Atatürk'ün uygarlık mücadelesini, Anadolu'dan başlayarak yetiştirdiği Türk çocuklarını dünya çapında başarılara ulaştırarak devam ettirmeye çalışıyordu.

Bediüzzamanın "Ahir zamanda medenilere galebe çalmak, icbar ile değil ikna iledir" sözü; Atatürk'ün "Yurtta barış dünyada barış" sözü ile ne kadar da uyuşuyordu.Cemaatin temel metodu da Atatürk'ün işte bu sözüydü. 

Bunu aziz milletimizden önce, ABD gördü.

ABD, ülkemizin ilim ve irfandan yoksun,çıkarcı,gerici ve kendisini yetiştirmemiş, liyakatsiz yobazlar tarafından yönetilmesini teşvik ederken; inançlı, dürüst, bilgili, liyakatli, iyi yetişmiş ihtisas sahipleri tarafından yönetilmesine şiddetle karşı çıkıyordu.

Kısacası ABD, Türkiye'nin gerçek Atatürkçüler tarafından yönetilmesini hiç istemedi.
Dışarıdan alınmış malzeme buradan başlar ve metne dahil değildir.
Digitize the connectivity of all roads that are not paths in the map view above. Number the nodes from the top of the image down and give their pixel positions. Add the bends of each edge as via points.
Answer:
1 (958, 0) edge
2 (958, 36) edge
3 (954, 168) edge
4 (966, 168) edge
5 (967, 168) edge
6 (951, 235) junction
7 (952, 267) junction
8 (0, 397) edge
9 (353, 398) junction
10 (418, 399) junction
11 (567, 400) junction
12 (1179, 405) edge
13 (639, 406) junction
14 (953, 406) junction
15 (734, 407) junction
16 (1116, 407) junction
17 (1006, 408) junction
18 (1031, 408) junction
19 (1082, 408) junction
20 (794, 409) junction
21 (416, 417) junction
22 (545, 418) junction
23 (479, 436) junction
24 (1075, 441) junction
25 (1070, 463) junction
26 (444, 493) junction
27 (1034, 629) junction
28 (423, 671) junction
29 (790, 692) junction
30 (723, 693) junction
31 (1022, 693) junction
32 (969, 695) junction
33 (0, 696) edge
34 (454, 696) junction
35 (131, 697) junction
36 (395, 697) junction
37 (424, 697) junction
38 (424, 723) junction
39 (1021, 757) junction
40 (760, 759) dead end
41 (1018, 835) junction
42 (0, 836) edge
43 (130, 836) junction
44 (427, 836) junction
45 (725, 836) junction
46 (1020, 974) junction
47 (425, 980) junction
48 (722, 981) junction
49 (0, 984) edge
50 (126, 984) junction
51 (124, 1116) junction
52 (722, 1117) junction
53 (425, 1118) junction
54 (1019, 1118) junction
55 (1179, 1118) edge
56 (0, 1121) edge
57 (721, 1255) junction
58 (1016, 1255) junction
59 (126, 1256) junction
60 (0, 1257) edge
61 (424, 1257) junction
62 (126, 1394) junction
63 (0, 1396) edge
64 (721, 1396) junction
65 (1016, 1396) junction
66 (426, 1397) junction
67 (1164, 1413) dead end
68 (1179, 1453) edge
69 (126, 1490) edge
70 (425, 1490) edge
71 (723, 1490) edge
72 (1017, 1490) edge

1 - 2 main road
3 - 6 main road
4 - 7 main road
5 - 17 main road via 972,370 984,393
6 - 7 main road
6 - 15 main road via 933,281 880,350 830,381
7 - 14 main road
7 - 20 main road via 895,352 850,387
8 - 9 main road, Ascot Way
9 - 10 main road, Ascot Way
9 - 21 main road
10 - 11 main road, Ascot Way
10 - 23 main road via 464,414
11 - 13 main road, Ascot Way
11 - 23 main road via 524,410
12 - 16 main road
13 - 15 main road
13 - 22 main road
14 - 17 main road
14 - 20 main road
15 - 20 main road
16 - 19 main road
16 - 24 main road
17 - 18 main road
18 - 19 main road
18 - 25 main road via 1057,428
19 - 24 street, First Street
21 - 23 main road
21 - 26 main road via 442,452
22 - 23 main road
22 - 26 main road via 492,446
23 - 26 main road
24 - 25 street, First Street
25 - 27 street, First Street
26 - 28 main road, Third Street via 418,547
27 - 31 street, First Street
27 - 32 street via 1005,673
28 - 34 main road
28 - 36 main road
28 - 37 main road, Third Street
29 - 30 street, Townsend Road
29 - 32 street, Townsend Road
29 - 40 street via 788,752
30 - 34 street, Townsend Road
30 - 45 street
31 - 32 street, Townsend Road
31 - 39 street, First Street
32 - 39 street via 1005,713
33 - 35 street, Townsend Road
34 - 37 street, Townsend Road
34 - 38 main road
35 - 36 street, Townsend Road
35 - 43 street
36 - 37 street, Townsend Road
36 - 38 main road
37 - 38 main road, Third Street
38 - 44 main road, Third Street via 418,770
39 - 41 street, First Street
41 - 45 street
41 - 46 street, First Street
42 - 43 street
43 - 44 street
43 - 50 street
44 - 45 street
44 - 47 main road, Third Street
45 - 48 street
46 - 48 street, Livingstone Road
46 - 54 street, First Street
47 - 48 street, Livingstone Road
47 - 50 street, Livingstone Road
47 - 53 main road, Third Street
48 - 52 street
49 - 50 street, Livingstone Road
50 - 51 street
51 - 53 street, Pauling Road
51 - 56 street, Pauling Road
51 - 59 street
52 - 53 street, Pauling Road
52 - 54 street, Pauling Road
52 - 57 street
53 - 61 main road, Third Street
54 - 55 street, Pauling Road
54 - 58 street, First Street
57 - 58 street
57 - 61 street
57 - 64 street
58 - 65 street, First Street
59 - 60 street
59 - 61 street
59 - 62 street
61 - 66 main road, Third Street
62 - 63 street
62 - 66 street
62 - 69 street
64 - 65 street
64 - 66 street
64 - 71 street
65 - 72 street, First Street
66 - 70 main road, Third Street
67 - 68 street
Atatürk'ü şehit ettikten sonra Atatürkçülük yerine Kemalizmi icat ettiler.Ve "Atatürk dinsizdi" diyerek din düşmanlığı yaptılar. Kemalizm ile yıllarca ülkenin gelişmesini engellediler ve soymaya devam ettiler.Milletin Atatürk'den nefret etmesini sağladılar. Bunların Atatürk ile hiç bir ilgisi yoktu.

Sonra ikinci yarı düdüğünü çaldılar ve bu sefer Atatürk düşmanlığından istifade ederek, milletin Atatürk düşmanlığını kullanarak, çıkarcı, gerici yobazları destekleyip ülkenin önüne onlarla taşlar koydular ve soymaya devam ettiler.

Zaten amaçları ülkenin gelişmesini önlemek ve diğer taraftan da soymaya devam etmekti. 

Şeriat ile yönetilen Suudu da böyle soymuyorlar mıydı? Onlar için iktidarda kalanın kim olduğu değil, ülkenin önüne taş koyup koyamayacağı ve soydurup soydurmayacağı önemliydi. Bu bağlamda Bağdadi bile olurdu.Niçin olmasındı?

Biz görevimizi yaptık.Allah CC sonumuzu hayırlı eyler İnşallah.